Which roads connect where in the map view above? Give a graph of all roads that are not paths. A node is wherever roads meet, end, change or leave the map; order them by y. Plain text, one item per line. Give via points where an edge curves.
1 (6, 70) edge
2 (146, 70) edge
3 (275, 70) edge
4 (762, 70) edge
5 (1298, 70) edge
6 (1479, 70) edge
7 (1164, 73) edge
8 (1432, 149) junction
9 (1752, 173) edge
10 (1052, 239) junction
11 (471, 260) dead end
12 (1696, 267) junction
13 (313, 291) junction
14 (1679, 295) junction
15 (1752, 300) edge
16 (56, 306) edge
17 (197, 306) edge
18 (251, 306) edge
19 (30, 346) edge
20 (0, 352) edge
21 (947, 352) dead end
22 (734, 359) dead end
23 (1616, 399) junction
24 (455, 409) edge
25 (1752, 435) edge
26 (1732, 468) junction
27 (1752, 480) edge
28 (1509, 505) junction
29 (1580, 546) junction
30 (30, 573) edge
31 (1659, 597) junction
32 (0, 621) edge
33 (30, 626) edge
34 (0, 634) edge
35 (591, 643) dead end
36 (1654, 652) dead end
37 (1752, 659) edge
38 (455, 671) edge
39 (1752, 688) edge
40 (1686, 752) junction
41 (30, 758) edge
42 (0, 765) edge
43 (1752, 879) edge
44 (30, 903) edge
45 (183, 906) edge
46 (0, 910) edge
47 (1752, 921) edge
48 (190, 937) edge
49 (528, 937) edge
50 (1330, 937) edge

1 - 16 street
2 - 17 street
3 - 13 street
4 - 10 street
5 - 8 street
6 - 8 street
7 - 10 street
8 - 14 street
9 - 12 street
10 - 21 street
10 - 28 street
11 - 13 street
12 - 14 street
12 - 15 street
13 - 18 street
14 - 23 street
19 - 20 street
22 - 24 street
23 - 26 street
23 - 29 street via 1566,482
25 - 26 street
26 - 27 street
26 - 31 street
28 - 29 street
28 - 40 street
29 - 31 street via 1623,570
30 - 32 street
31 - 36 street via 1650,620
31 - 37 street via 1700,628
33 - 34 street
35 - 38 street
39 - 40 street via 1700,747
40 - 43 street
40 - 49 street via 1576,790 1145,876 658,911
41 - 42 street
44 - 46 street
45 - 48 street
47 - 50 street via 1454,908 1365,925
________________________________________
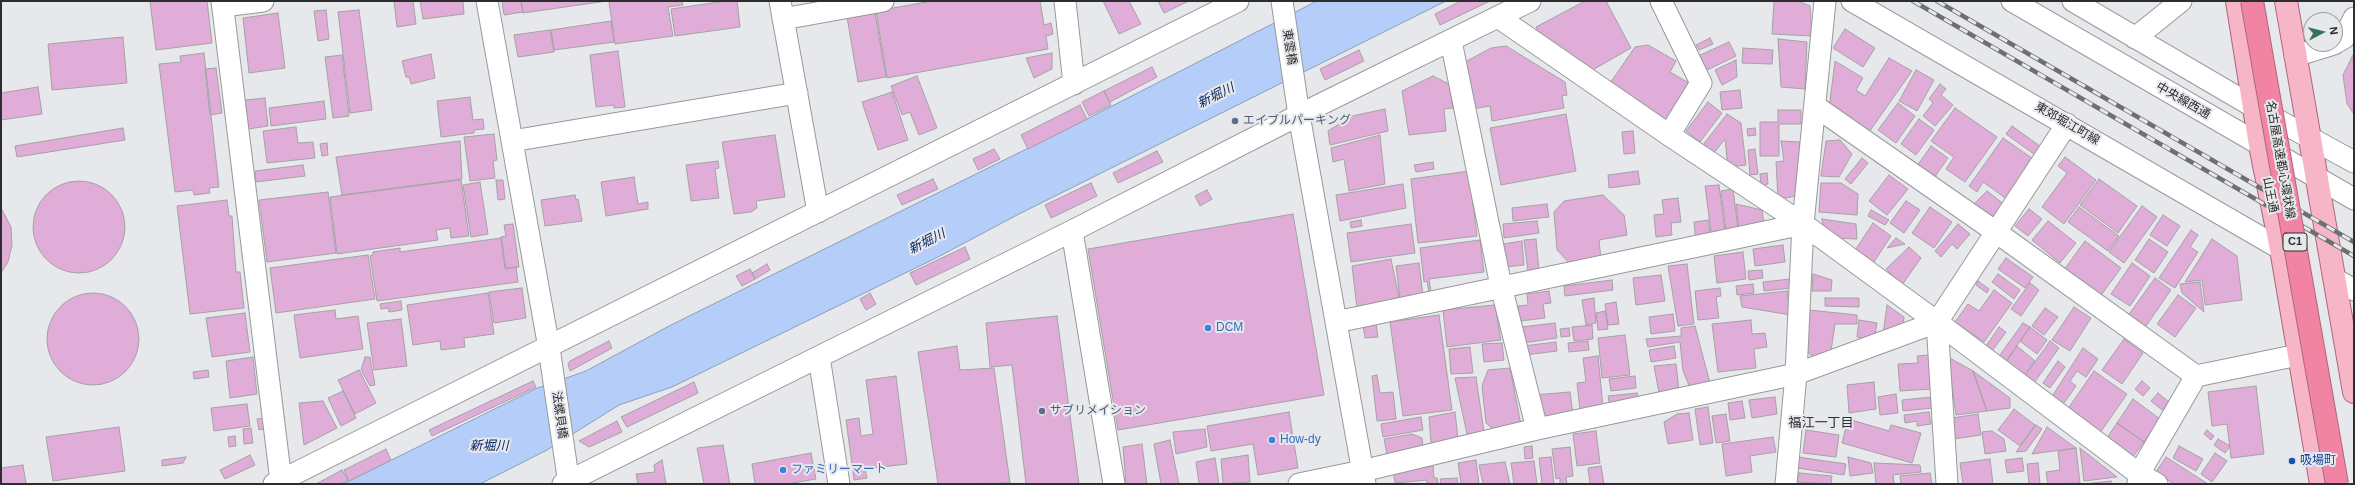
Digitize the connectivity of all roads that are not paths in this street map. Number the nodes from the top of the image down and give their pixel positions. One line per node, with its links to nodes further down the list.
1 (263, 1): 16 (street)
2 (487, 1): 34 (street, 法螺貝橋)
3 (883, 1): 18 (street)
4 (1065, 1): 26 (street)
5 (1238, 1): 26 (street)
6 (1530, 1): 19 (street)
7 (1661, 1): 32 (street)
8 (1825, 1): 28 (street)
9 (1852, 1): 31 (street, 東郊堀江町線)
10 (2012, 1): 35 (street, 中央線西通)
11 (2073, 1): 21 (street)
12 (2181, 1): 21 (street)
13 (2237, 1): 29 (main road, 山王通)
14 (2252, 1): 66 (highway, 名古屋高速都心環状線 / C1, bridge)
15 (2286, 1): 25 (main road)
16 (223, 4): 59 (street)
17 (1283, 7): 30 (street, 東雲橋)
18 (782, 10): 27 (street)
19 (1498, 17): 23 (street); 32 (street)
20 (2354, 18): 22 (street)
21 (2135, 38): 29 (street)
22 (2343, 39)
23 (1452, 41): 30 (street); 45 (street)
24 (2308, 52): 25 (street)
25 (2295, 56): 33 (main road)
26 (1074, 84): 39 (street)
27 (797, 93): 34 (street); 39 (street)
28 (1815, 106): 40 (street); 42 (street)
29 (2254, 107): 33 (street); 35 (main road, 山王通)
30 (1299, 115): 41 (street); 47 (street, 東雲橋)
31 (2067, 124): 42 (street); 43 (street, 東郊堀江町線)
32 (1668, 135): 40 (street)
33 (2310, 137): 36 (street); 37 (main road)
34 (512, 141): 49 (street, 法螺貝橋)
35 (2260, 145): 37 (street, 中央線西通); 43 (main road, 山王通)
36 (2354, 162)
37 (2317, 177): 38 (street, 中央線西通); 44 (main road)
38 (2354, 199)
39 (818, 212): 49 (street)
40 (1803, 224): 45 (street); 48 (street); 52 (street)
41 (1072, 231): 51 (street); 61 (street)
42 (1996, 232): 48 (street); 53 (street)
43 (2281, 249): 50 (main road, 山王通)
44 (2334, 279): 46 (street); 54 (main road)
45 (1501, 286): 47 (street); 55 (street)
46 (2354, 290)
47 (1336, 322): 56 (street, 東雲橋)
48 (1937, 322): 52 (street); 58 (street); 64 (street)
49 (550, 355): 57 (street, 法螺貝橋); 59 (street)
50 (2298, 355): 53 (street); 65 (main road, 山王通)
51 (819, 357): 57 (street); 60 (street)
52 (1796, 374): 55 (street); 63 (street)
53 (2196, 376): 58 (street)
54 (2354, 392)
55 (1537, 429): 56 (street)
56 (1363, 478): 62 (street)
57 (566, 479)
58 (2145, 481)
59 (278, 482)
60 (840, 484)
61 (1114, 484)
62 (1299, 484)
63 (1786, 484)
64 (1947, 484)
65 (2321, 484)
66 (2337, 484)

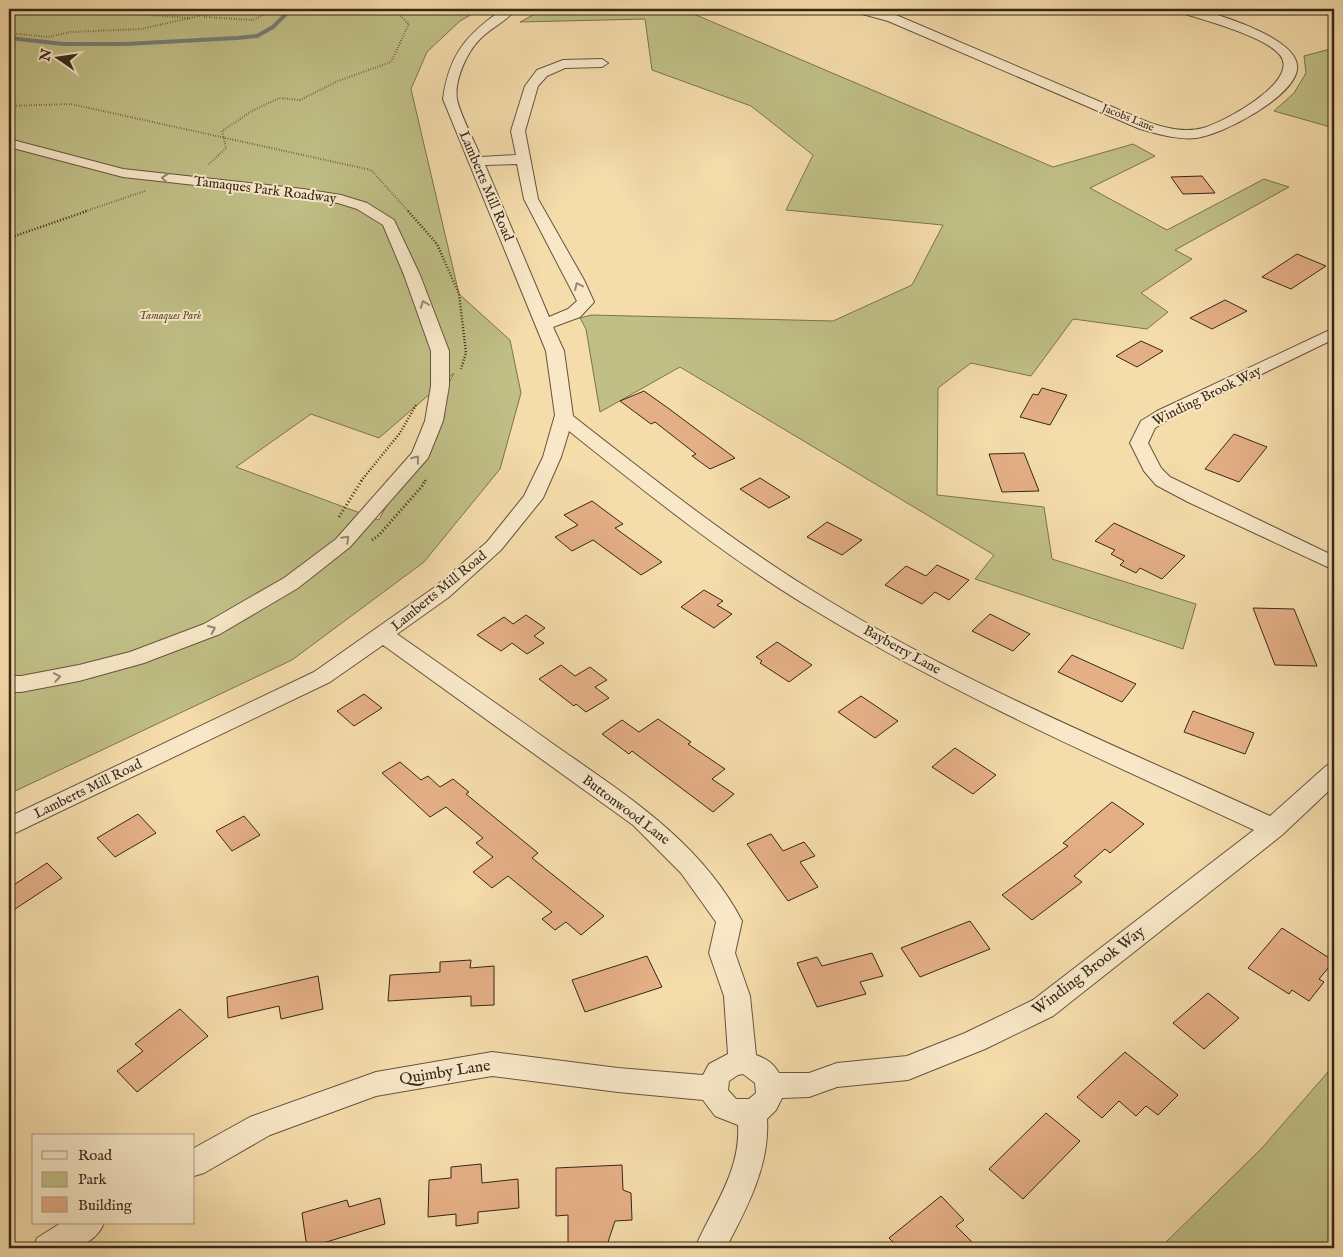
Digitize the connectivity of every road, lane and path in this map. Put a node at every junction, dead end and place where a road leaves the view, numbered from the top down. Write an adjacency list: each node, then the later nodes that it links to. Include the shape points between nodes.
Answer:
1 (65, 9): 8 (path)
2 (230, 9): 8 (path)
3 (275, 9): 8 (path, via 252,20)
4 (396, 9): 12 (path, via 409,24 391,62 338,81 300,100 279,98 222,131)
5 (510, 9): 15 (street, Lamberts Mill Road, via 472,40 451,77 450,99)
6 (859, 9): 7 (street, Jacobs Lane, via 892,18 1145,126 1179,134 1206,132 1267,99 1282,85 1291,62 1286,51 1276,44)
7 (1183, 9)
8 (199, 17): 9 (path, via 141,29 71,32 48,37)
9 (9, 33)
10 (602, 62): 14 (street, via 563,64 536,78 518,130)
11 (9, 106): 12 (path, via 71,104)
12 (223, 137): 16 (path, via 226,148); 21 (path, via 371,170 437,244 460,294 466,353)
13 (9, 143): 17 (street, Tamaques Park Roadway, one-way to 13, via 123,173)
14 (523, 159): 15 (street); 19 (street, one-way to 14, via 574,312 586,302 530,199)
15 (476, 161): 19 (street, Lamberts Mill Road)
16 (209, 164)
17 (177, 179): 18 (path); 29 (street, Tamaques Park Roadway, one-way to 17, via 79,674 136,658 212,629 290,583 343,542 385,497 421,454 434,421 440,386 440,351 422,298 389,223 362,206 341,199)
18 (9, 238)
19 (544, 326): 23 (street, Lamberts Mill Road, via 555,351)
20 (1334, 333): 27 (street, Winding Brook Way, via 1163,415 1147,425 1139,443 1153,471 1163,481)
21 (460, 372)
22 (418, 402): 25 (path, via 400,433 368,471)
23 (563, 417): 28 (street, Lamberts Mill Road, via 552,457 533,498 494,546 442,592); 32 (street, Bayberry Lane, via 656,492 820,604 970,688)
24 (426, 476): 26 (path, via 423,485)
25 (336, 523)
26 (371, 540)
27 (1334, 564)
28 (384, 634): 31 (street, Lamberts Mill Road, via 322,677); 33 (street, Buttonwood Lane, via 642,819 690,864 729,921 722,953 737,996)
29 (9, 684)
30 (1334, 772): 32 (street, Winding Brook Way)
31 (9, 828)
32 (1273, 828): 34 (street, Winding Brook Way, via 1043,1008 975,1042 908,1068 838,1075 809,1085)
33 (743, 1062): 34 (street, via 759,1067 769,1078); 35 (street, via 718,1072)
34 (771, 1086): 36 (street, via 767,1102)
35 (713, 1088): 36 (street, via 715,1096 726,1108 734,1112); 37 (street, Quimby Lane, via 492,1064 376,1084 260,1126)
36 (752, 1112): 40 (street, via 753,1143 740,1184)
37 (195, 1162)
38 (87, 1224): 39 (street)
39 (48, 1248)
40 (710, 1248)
________________________________________
- Your assignment:
In the entries above, find each line that has the word "Roadway". Copy it.

- Output of the task:
13 (9, 143): 17 (street, Tamaques Park Roadway, one-way to 13, via 123,173)
17 (177, 179): 18 (path); 29 (street, Tamaques Park Roadway, one-way to 17, via 79,674 136,658 212,629 290,583 343,542 385,497 421,454 434,421 440,386 440,351 422,298 389,223 362,206 341,199)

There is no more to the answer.